Open russell-dot-js opened 7 months ago
I can confirm that with CoreML it freezes immediately with large files, but rebuilding without it does not completely solve the problem (it just occurs later with large files).
But this helped me: https://github.com/ggerganov/whisper.cpp/issues/896#issuecomment-1569586018
I tried the above but still ran into some issues. As a workaround, I'm using a script to split large audio files into smaller chunks (here, 1200 seconds aka 20 minutes). This uses ffprobe and ffmpeg to split m4a files.
Usage:
chmod u+x split_audio.sh
./split_audio.sh <path to your m4a file>
After using whisper to transcribe the parts, I put the transcripts of all the parts in one file with cat:
cat file2.txt file3.txt ... >> file1.txt
Script:
#!/bin/bash
# Function to get the duration of the audio file in seconds
get_audio_duration() {
duration=$(ffprobe -v error -show_entries format=duration -of default=noprint_wrappers=1:nokey=1 "$1")
echo "$duration"
}
# Function to split the audio file into n-minute parts
split_audio() {
file_path="$1"
segment_duration=1200 # seconds
duration=$(get_audio_duration "$file_path")

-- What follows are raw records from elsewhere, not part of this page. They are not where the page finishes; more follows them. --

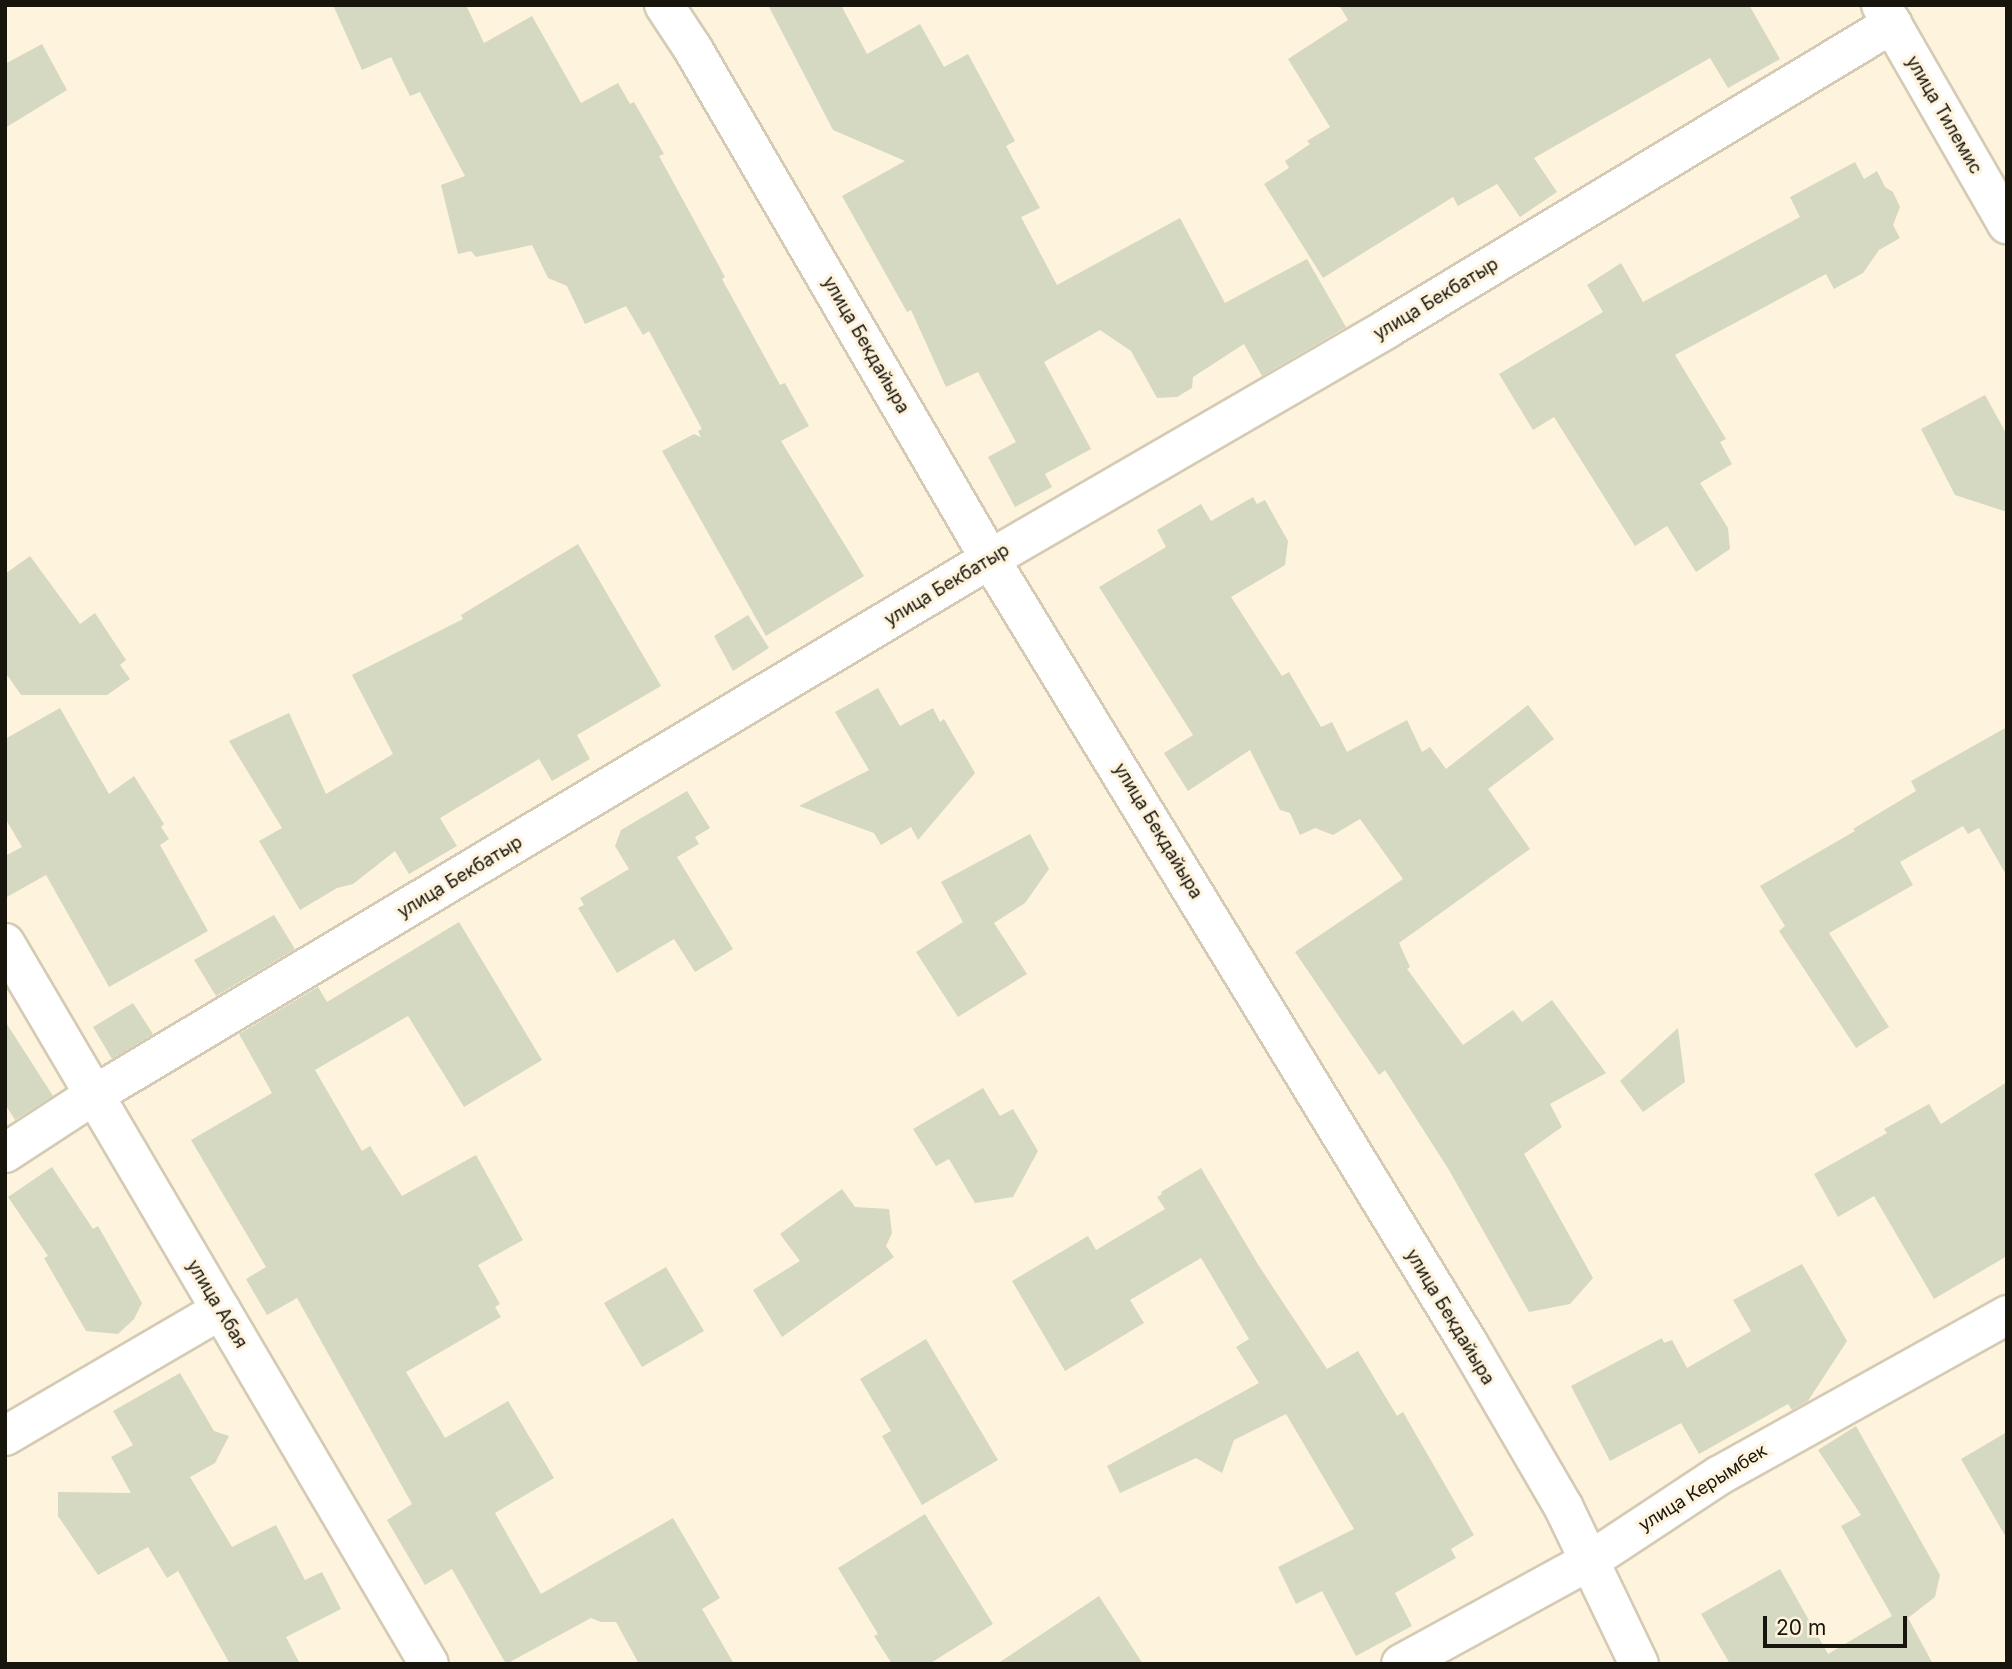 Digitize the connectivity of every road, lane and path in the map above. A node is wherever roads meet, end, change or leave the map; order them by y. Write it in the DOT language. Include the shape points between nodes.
graph roads {
  1 [pos="664,5"];
  2 [pos="1887,15"];
  3 [pos="2007,224"];
  4 [pos="990,559"];
  5 [pos="5,943"];
  6 [pos="94,1095"];
  7 [pos="5,1153"];
  8 [pos="221,1310"];
  9 [pos="2007,1315"];
  10 [pos="5,1436"];
  11 [pos="1591,1560"];
  12 [pos="429,1664"];
  13 [pos="1401,1664"];
  14 [pos="1639,1664"];
  1 -- 4 [label="street, улица Бекдайыра" via="694,49"];
  2 -- 3 [label="street, улица Тилемис"];
  2 -- 4 [label="street, улица Бекбатыр" via="1377,335"];
  4 -- 6 [label="street, улица Бекбатыр"];
  4 -- 11 [label="street, улица Бекдайыра" via="1468,1343"];
  5 -- 6 [label="street, улица Абая"];
  6 -- 7 [label="street, улица Бекбатыр"];
  6 -- 8 [label="street, улица Абая"];
  8 -- 10 [label="street"];
  8 -- 12 [label="street, улица Абая"];
  9 -- 11 [label="street, улица Керымбек" via="1720,1475"];
  11 -- 13 [label="street, улица Керымбек"];
  11 -- 14 [label="street, улица Бекдайыра"];
}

file_name="${file_path%.*}"
file_ext="${file_path##*.}"
num_parts=$(echo "$duration / $segment_duration" | bc)
if (( $(echo "$duration % $segment_duration > 0" | bc) )); then
num_parts=$(($num_parts + 1))
fi
for ((i=0; i<num_parts; i++)); do
start_time=$(echo "$i * $segment_duration" | bc)
output_file="${file_name}_part$(($i + 1)).${file_ext}"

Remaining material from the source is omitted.